Judy, an efficient sparse dynamic array implementation - tillulen
http://judy.sourceforge.net/
======
tptacek
I've always thought Sean Barrett's take on Judy Arrays was a really good
exemplar of casual computer science writing:

<http://nothings.org/computer/judy/>

 _There are a few potential disadvantages to keep in mind about the Judy
approach. Its author argues that approaching the problem as engineering means
accepting that complexity is how you get good performance; simplicity is for
theoreticians. But this complexity leads to things like a data structure with
20,000 lines of code designed on the assumption that a cache-line is 64 bytes
being used primarily on machines with 32-byte cache lines; a redesign
optimized for 32-byte cache lines would come close to starting from scratch._

...

 _If your data is strictly sequential; you should use a regular array.
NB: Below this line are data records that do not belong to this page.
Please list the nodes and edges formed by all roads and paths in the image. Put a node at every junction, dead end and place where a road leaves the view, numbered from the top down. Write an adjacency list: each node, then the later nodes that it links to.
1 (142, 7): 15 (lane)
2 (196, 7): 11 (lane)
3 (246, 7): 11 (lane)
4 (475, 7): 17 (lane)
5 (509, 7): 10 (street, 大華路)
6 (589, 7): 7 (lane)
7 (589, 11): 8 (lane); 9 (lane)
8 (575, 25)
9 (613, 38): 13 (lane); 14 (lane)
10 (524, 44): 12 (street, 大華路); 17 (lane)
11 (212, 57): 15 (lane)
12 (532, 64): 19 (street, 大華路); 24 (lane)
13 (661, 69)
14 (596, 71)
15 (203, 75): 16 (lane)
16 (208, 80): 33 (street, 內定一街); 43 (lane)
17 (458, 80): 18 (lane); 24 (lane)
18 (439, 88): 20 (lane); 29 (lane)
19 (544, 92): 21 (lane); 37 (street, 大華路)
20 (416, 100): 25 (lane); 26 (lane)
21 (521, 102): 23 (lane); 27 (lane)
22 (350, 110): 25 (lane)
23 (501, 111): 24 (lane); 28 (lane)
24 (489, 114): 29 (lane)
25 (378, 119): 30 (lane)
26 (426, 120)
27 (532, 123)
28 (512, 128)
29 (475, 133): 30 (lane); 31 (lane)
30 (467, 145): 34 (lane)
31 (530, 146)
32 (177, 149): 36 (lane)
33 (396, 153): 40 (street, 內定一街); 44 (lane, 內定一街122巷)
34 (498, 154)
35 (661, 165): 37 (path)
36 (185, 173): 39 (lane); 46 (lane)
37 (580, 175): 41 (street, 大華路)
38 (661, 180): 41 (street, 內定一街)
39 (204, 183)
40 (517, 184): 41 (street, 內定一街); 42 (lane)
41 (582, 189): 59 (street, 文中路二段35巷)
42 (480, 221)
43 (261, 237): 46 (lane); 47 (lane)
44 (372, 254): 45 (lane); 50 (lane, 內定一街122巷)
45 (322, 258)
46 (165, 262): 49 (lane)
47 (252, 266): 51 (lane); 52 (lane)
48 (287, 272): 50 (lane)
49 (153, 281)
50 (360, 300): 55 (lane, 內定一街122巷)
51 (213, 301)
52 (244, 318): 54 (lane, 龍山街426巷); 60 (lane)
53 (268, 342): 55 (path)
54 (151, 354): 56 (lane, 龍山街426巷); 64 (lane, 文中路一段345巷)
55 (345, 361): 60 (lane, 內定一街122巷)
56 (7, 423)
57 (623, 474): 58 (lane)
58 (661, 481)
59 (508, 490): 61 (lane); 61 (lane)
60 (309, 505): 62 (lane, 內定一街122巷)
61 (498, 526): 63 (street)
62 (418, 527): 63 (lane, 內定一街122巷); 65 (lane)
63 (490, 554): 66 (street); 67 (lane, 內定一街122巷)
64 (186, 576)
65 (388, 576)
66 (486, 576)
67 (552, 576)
If your
data is often sequential, or approximately sequential (e.g. an arithmetic
sequence stepping by 64), Judy might be the best data structure to use. If you
need to keep space to a minimum--you have a huge number of associative arrays,
or you're only storing very small values, Judy is probably a good idea. If you
need an sorted iterator, go with Judy. Otherwise, a hash table may be just as
effective, possibly faster, and much simpler._

 _Furthermore, there aren't many ways to improve Judy, but there's a lot of
room to improve hash tables_ ... read the article for the rest of this (very
good) graf.

Oh, and if it helps his credibility any...

<http://nothings.org/computer/knuth.jpg>

:)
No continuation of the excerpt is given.